- Music
- 19 Sep 06
It gives your reviewer great pleasure to report that on this album the singer has quite literally cut the crap and created a vibrant and inventive urban variation on an old school R&B set (that’s R&B as in rhythm in the beats and blues in the voice rather than rhinestones and baubles).
Forget about Mizz Ross or Tina Turner or Mary J Blige or any other self styled regal soul survivor. Beyoncé Knowles’s real antecedent is Lisa Bonet, the beautiful soap actress turned wild child who was briefly married to Lenny Kravitz and couldn’t seem to decide if she wanted stick with respectable daytime fair such as The Cosby Show or risk edgier roles – like her turn as Epiphany Proudfoot, the gris gris princess doing the hoodoo boogaloo with a gutted chicken in Alan Parker’s gloomy New Orleans horror-noir Angel Heart.

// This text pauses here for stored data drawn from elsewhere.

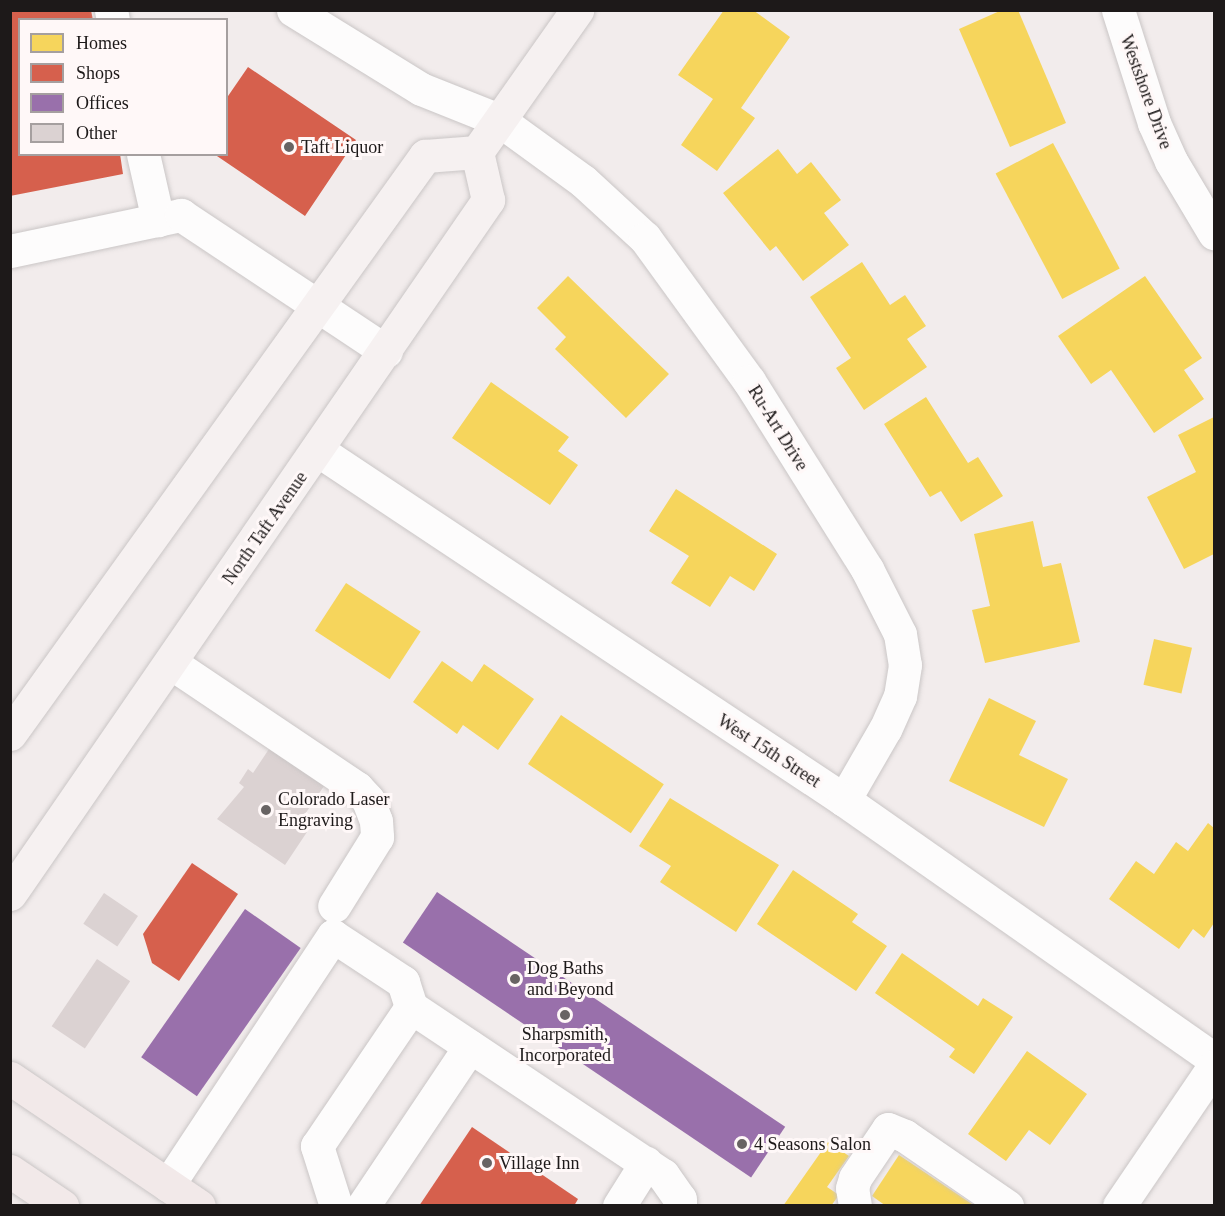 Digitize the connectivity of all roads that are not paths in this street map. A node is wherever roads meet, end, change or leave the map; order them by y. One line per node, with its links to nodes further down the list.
1 (293, 10): 4 (street, Ru-Art Drive)
2 (577, 10): 4 (main road)
3 (1118, 10): 8 (street, Westshore Drive)
4 (498, 120): 5 (main road); 15 (street, Ru-Art Drive)
5 (477, 152): 10 (main road); 11 (main road, North Taft Avenue)
6 (143, 156): 7 (street)
7 (158, 220): 9 (street); 10 (street)
8 (1215, 233)
9 (10, 251)
10 (318, 304): 11 (street); 14 (main road)
11 (386, 351): 12 (main road, North Taft Avenue)
12 (319, 451): 13 (main road, North Taft Avenue); 15 (street, West 15th Street)
13 (171, 663): 16 (main road, North Taft Avenue); 17 (street)
14 (10, 734)
15 (844, 800): 20 (street, West 15th Street)
16 (10, 894)
17 (334, 906)
18 (411, 1007): 19 (street); 25 (street); 28 (street)
19 (470, 1046): 23 (street); 29 (street)
20 (1215, 1059)
21 (1215, 1066): 34 (street)
22 (10, 1078): 25 (highway)
23 (646, 1163): 30 (street); 31 (street)
24 (10, 1171): 26 (highway)
25 (168, 1185): 27 (highway)
26 (62, 1206)
27 (199, 1206)
28 (336, 1206)
29 (363, 1206)
30 (618, 1206)
31 (680, 1206)
32 (855, 1206): 33 (street)
33 (1007, 1206)
34 (1119, 1206) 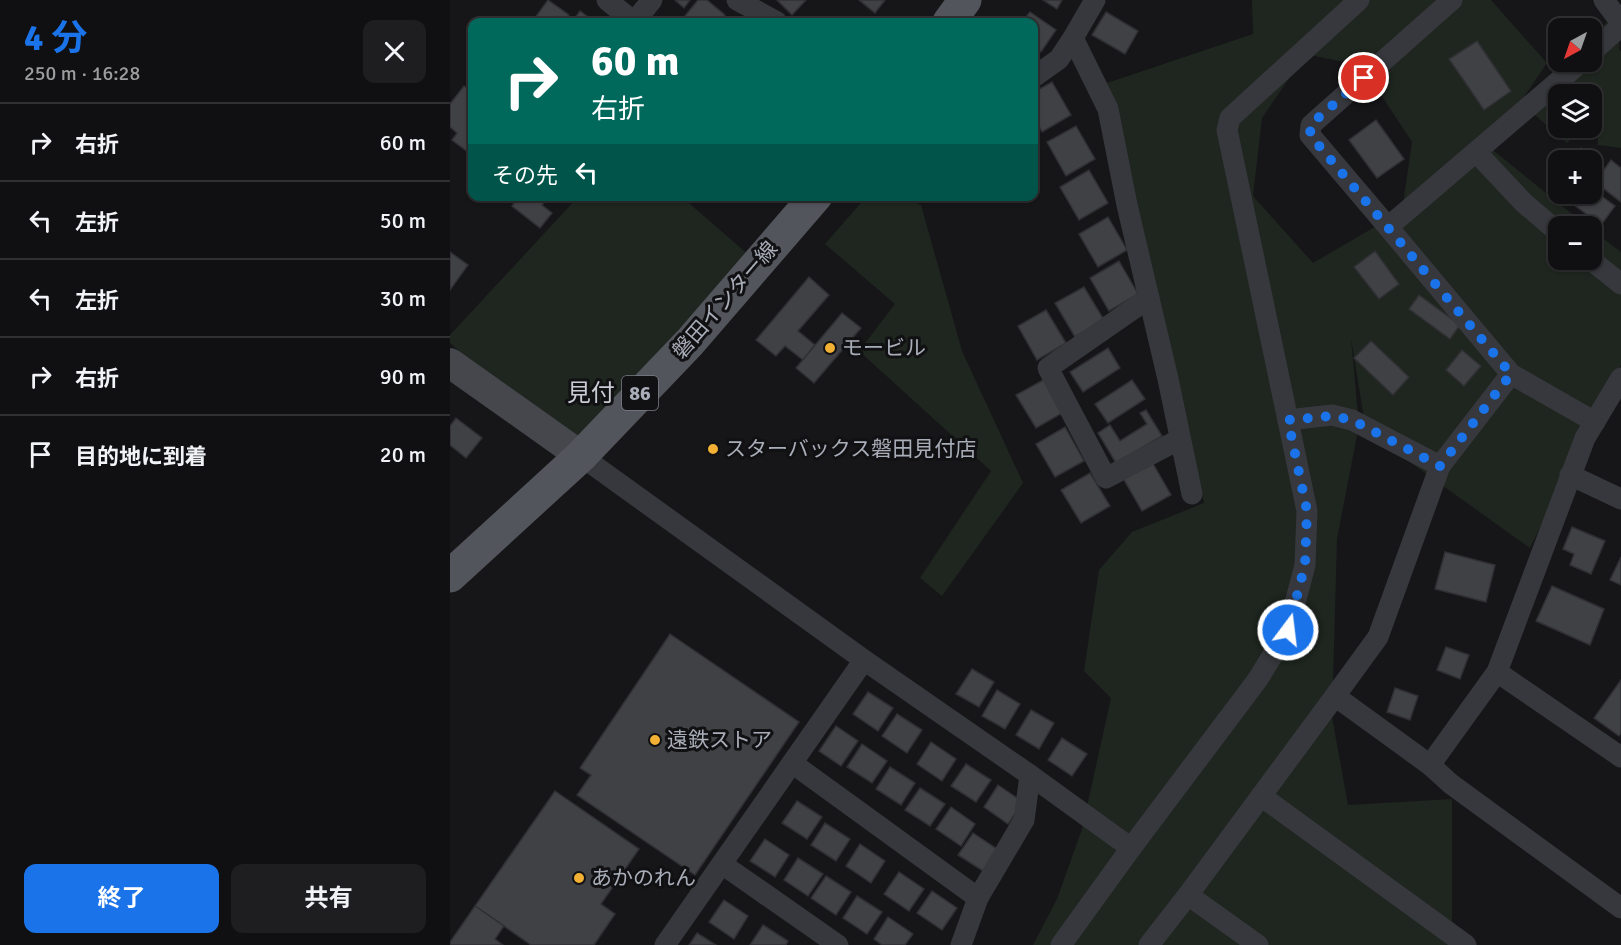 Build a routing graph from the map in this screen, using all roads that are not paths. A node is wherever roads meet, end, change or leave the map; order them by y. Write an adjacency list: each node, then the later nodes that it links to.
1 (607, 0): 9 (street)
2 (651, 0): 10 (street)
3 (737, 0): 11 (street)
4 (965, 0): 12 (main road)
5 (1095, 0): 14 (street)
6 (1359, 0): 28 (street)
7 (1452, 0): 21 (street)
8 (1604, 0): 13 (street)
9 (629, 18)
10 (637, 18)
11 (770, 18)
12 (952, 18)
13 (1621, 24): 15 (street)
14 (1073, 38): 17 (street); 24 (street)
15 (1602, 42)
16 (1569, 72): 18 (street)
17 (1038, 74)
18 (1476, 152): 20 (street); 21 (street)
19 (812, 201): 31 (main road, 磐田インター線 / 86)
20 (1548, 223)
21 (1388, 227): 26 (street)
22 (1602, 269): 23 (street)
23 (1621, 284)
24 (1149, 298): 30 (street); 30 (street)
25 (450, 363): 31 (street)
26 (1511, 374): 29 (street); 32 (street)
27 (1621, 378): 29 (street)
28 (1288, 420): 32 (street); 45 (street)
29 (1595, 422): 33 (street)
30 (1180, 439): 34 (street)
31 (581, 456): 36 (main road, 磐田インター線 / 86); 37 (street)
32 (1440, 466): 39 (street)
33 (1570, 475): 35 (street); 38 (street)
34 (1192, 494)
35 (1621, 499)
36 (450, 576)
37 (864, 660): 41 (street); 43 (street)
38 (1497, 672): 40 (street); 42 (street)
39 (1335, 696): 42 (street); 44 (street)
40 (1621, 757)
41 (792, 763): 46 (street); 48 (street)
42 (1430, 765): 49 (street)
43 (1030, 775): 45 (street); 48 (street)
44 (1261, 796): 47 (street); 56 (street)
45 (1131, 848): 53 (street)
46 (722, 864): 50 (street); 51 (street)
47 (1188, 895): 54 (street); 55 (street)
48 (978, 898): 52 (street)
49 (1621, 908)
50 (665, 945)
51 (838, 945)
52 (961, 945)
53 (1061, 945)
54 (1149, 945)
55 (1258, 945)
56 (1466, 945)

Until now, Ms Knowles seemed stuck in a similar schism, stranded somewhere between penthouse and pavement, ghetto fabulous and gated estate. Yes, her solo debut Dangerously In Love housed that ark of the pop covenant ‘Crazy In Love’, a single that still sounds as epic on the radio as Ike and Tina’s ‘River Deep’ or Martha & The Vandellas’ ‘Nowhere To Run’. Alas, the rest of the album was padded with the kind of lactose intolerant ballads even Peabo Bryson or Teddy Pendergrass might have deemed too gooey.
The new single ‘Déjà Vu’ clawed back some lost ground, a rattling good tune yes, but one whose impact was somewhat lessened by a vocal performance that ran close to parodying the singer’s own various stylistic tics and trademarks. The rather hammy video seemed equally self-conscious. When Beyoncé did the Ikettes hipshake to the tune of ‘Work It Out’ a few years ago, it was cute. To see her reprise the routine this late in the game smacked of a good joke told twice.
So then, it gives your reviewer great pleasure to report that on this album the singer has quite literally cut the crap and created a vibrant and inventive urban variation on an old school R&B set (that’s R&B as in rhythm in the beats and blues in the voice rather than rhinestones and baubles). B’Day weighs in at a sensible 11 tracks, no between-song skits, a minimum of schmaltz. Knowles and her collaborators (Swizz Beatz, The Neptunes, Rodney Jerkins) have fashioned a sound that is state of the art enough to compete for radio space with any Timbaland production, yet exudes the blood, sweat and tears of old school funk and soul. That ‘Déjà Vu’ count-in (“Bass…hi-hat…808”) illustrates the point – feel and technology need not always cite irreconcilable differences.
So, ‘Get Me Bodied’ juxtaposes complex vocal harmonies with skip-rope and handclap polyrhythms, a streetwise throb that blends fingerless-gloved firebarrel doo-wop with boom box experiments. ‘Suga Mama’ utilises a DNA sample swab from J. Wade & The Soul Searchers and beefs it up with deep-bass and Etta James attitude. ‘Ring The Alarm’ and ‘Freakum Dress’ are ingenious three-ways between woman-spurned vocal yelps, wailing siren samples and scattershot kick-snare configurations.
Okay, so she hasn’t completely cancelled the side order of syrup. ‘Kitty Kat’ is a pillow-hugging confection best left to Janet Jackson, ‘Resentment’ an antique man-done-me-wrong slow dance with audacious modulations. But such doubts are dispelled by tracks the calibre of ‘Irreplacable’, with its glistening melody and a killer vocal that is equal parts vulnerable and vitriolic (“Everything you own in a box to the left”) – TLC’s ‘Unpretty’ all grown up.
It’s ya B’Day. Beyoncé’s gotten born again.